• **Task instructions**:
List each line of the data that holds the string "Penina", please.

• **Dataset content**:
________________________
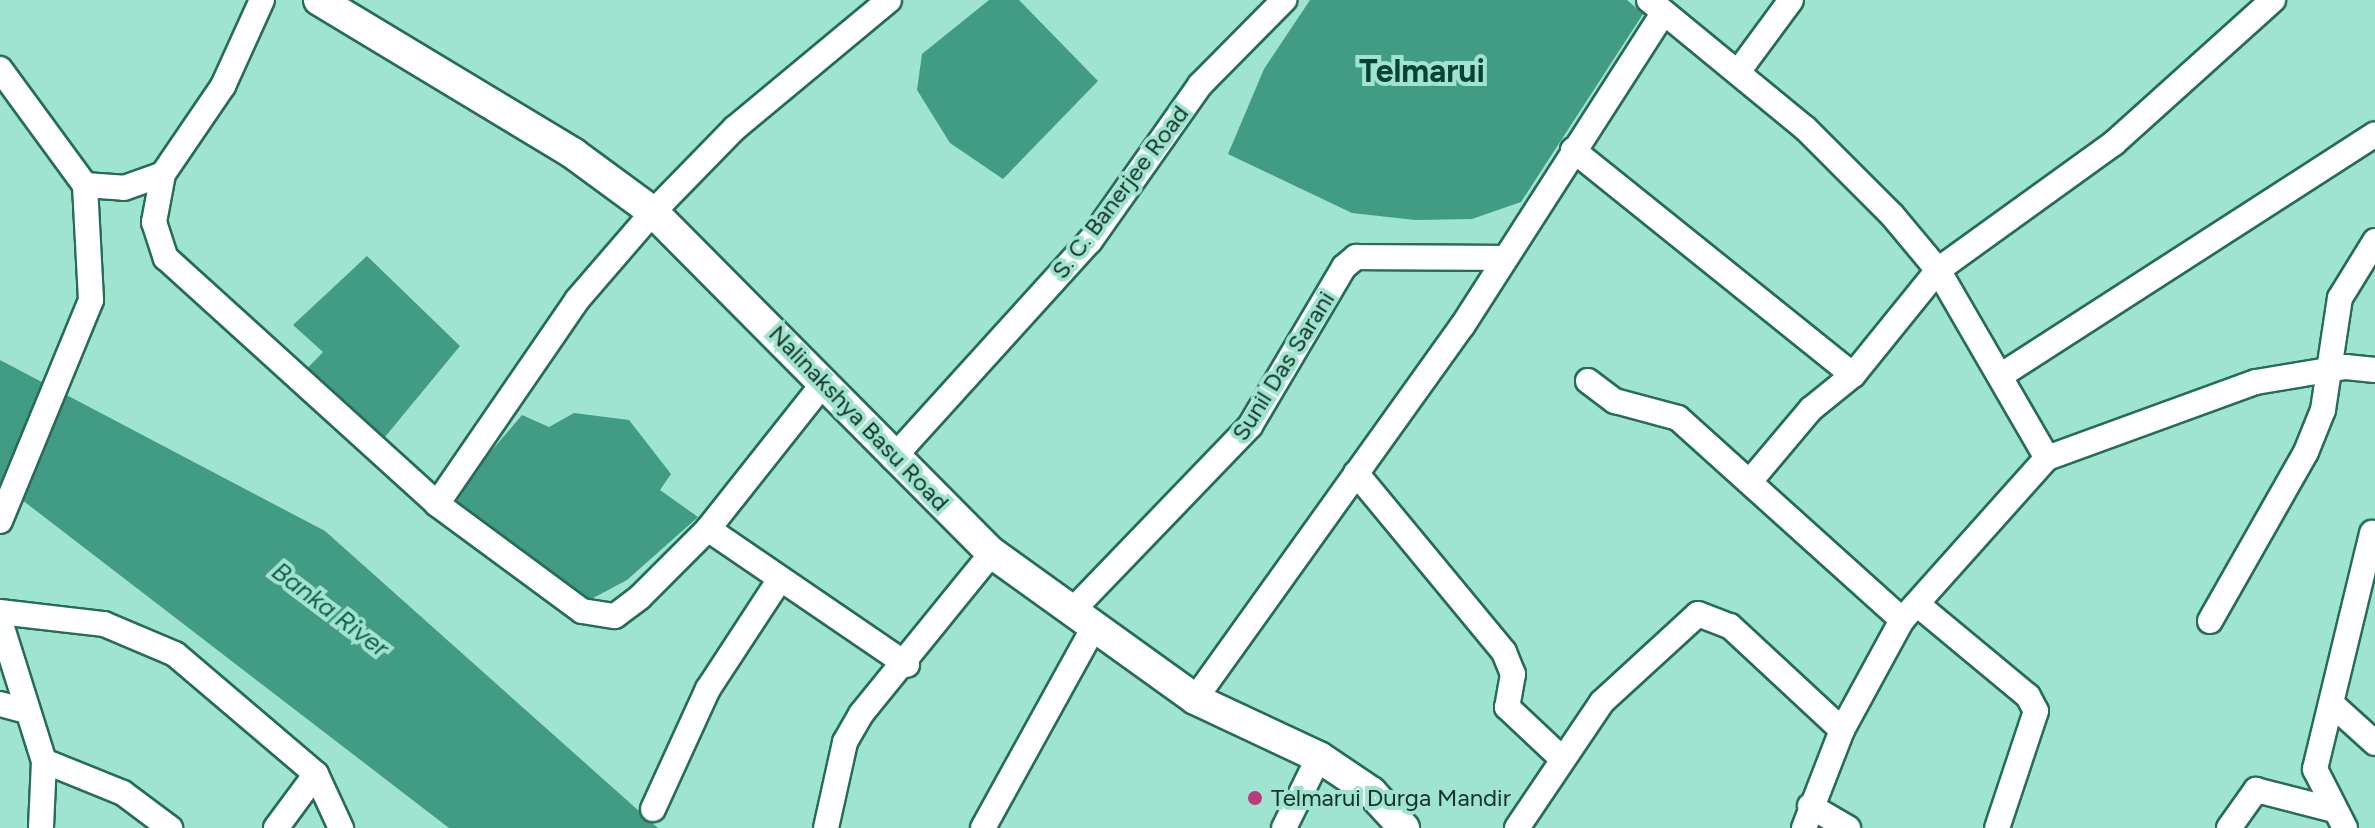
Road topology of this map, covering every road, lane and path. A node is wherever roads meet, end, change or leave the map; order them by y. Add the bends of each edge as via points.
1 (262, 0) edge
2 (319, 0) edge
3 (889, 0) edge
4 (1284, 0) edge
5 (1791, 0) edge
6 (2273, 0) edge
7 (1656, 6) edge
8 (0, 69) edge
9 (1738, 72) junction
10 (2375, 134) edge
11 (1573, 150) junction
12 (163, 174) junction
13 (85, 185) junction
14 (653, 212) junction
15 (2375, 241) edge
16 (1503, 258) junction
17 (1938, 270) junction
18 (2331, 369) junction
19 (2375, 370) edge
20 (1853, 375) junction
21 (2000, 376) junction
22 (1588, 381) dead end
23 (823, 384) junction
24 (893, 458) junction
25 (2047, 458) junction
26 (1356, 473) junction
27 (1752, 479) junction
28 (437, 504) junction
29 (0, 521) edge
30 (708, 529) junction
31 (2372, 533) dead end
32 (992, 553) junction
33 (780, 579) junction
34 (0, 612) edge
35 (1909, 612) junction
36 (0, 621) edge
37 (1082, 621) junction
38 (2210, 621) dead end
39 (907, 665) junction
40 (1195, 699) junction
41 (0, 704) edge
42 (2334, 706) junction
43 (27, 711) junction
44 (1842, 730) junction
45 (2375, 743) edge
46 (1319, 757) junction
47 (1560, 757) junction
48 (44, 761) junction
49 (316, 774) junction
50 (653, 809) dead end
51 (1807, 817) edge
52 (2339, 819) edge
53 (41, 828) edge
54 (170, 828) edge
55 (276, 828) edge
56 (341, 828) edge
57 (826, 828) edge
58 (983, 828) edge
59 (1284, 828) edge
60 (1404, 828) edge
61 (1517, 828) edge
62 (1848, 828) edge
63 (1997, 828) edge
64 (2229, 828) edge

1 - 12 street via 223,86
2 - 14 street, Nalinakshya Basu Road via 574,154
3 - 14 street via 735,128
4 - 24 street, S. C. Banerjee Road via 1200,85 1090,241
5 - 9 street
6 - 17 street via 2114,143
7 - 9 street
7 - 11 street
8 - 13 street
9 - 17 street via 1805,128
10 - 21 street
11 - 16 street
11 - 20 street
12 - 13 street via 124,188
12 - 28 street via 154,222 166,258
13 - 29 street via 91,300
14 - 23 street, Nalinakshya Basu Road
14 - 28 street via 577,300
15 - 18 street via 2346,280
16 - 26 street
16 - 37 street, Sunil Das Sarani via 1356,257 1344,267 1250,426
17 - 20 street
17 - 21 street
18 - 19 street
18 - 25 street via 2256,382
18 - 38 street via 2306,452
20 - 27 street via 1811,409
21 - 25 street
22 - 27 street via 1615,401 1678,418
23 - 24 street, Nalinakshya Basu Road
23 - 30 street
24 - 32 street, Nalinakshya Basu Road
25 - 35 street
26 - 40 street
26 - 47 street via 1504,652 1513,674 1507,707
27 - 35 street
28 - 30 street via 552,595 582,611 615,616
30 - 33 street
31 - 42 street
32 - 37 street, Nalinakshya Basu Road
32 - 39 street
33 - 39 street
33 - 50 street via 708,689
34 - 49 street via 138,633 175,654
35 - 44 street
35 - 63 street via 2028,696 2036,711
36 - 43 street
37 - 40 street, Nalinakshya Basu Road
37 - 58 street
39 - 57 street via 845,742
40 - 46 street, Nalinakshya Basu Road
41 - 43 street
42 - 45 street
42 - 52 street via 2315,769
43 - 48 street
44 - 47 street via 1730,626 1698,614 1602,702
44 - 51 street
46 - 59 street
46 - 60 street, Nalinakshya Basu Road via 1371,792
47 - 61 street
48 - 53 street
48 - 54 street via 123,793
49 - 55 street
49 - 56 street
51 - 62 street
52 - 64 street via 2256,790

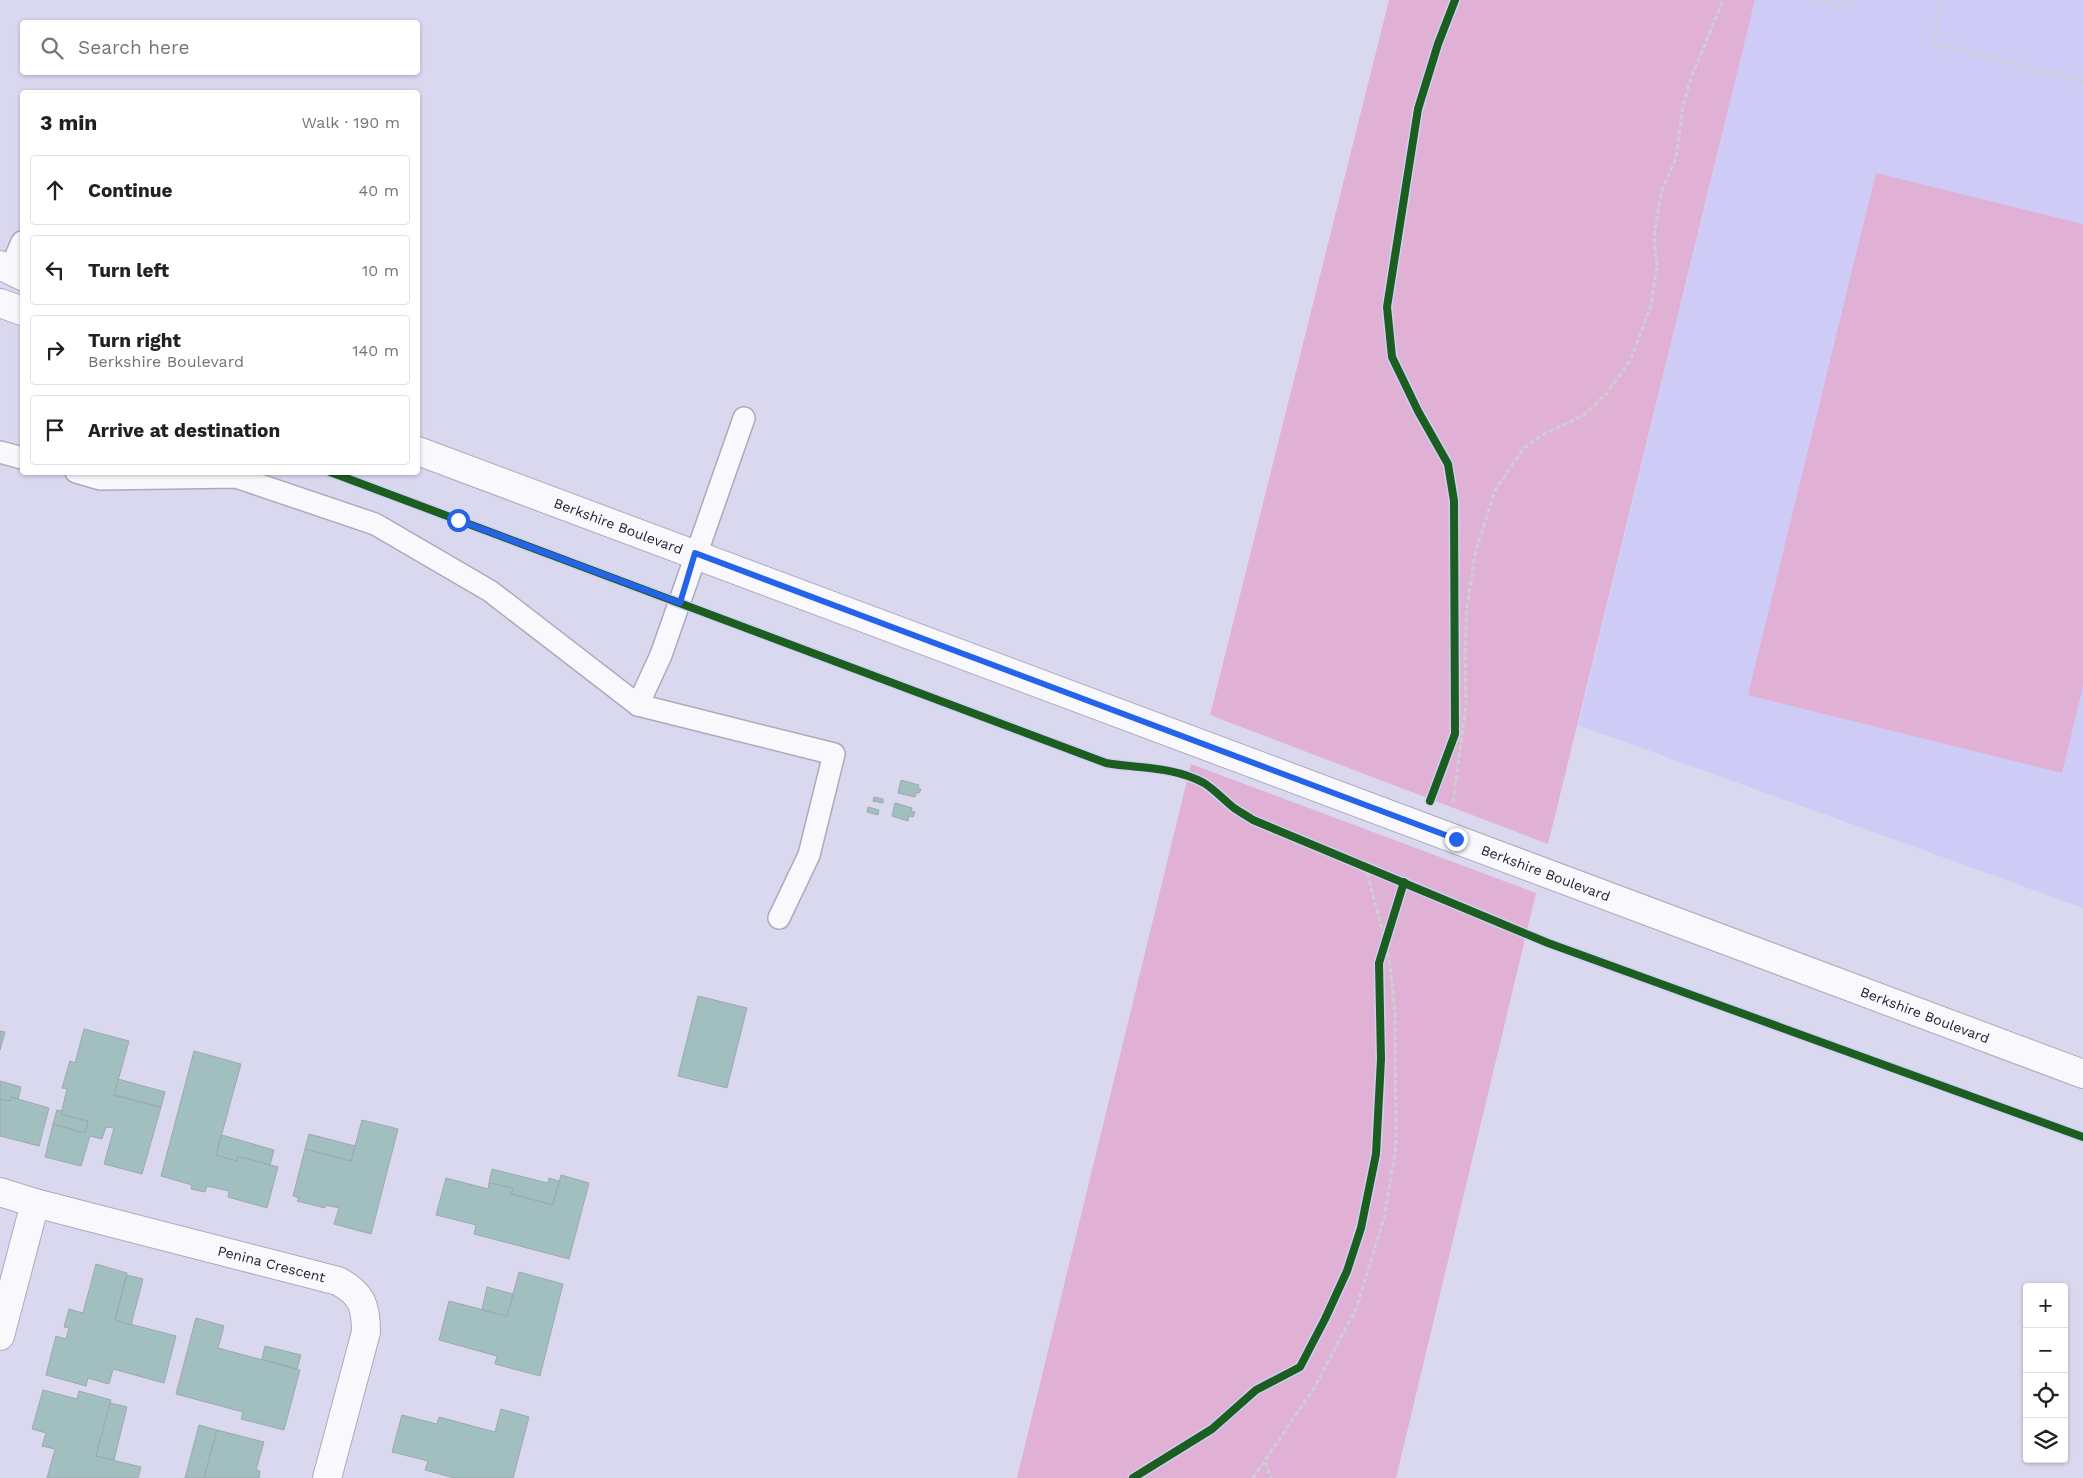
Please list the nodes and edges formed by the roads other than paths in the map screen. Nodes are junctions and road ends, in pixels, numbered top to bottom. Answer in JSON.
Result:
{"nodes":[{"id":1,"x":20,"y":247,"type":"edge"},
{"id":2,"x":11,"y":270,"type":"edge"},
{"id":3,"x":744,"y":418,"type":"dead end"},
{"id":4,"x":0,"y":452,"type":"edge"},
{"id":5,"x":420,"y":452,"type":"edge"},
{"id":6,"x":20,"y":457,"type":"edge"},
{"id":7,"x":86,"y":475,"type":"edge"},
{"id":8,"x":695,"y":553,"type":"junction"},
{"id":9,"x":638,"y":705,"type":"junction"},
{"id":10,"x":778,"y":918,"type":"dead end"},
{"id":11,"x":2083,"y":1074,"type":"edge"},
{"id":12,"x":0,"y":1192,"type":"edge"},
{"id":13,"x":35,"y":1203,"type":"junction"},
{"id":14,"x":0,"y":1336,"type":"edge"},
{"id":15,"x":327,"y":1478,"type":"edge"}],
"edges":[{"from":1,"to":2,"type":"lane"},
{"from":3,"to":8,"type":"lane"},
{"from":4,"to":6,"type":"lane"},
{"from":5,"to":8,"type":"street","name":"Berkshire Boulevard"},
{"from":7,"to":9,"type":"lane"},
{"from":8,"to":9,"type":"lane"},
{"from":8,"to":11,"type":"street","name":"Berkshire Boulevard"},
{"from":9,"to":10,"type":"lane"},
{"from":12,"to":13,"type":"street","name":"Penina Crescent"},
{"from":13,"to":14,"type":"street"},
{"from":13,"to":15,"type":"street","name":"Penina Crescent"}]}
________________________
• **Response to this task**:
{"from":12,"to":13,"type":"street","name":"Penina Crescent"},
{"from":13,"to":15,"type":"street","name":"Penina Crescent"}]}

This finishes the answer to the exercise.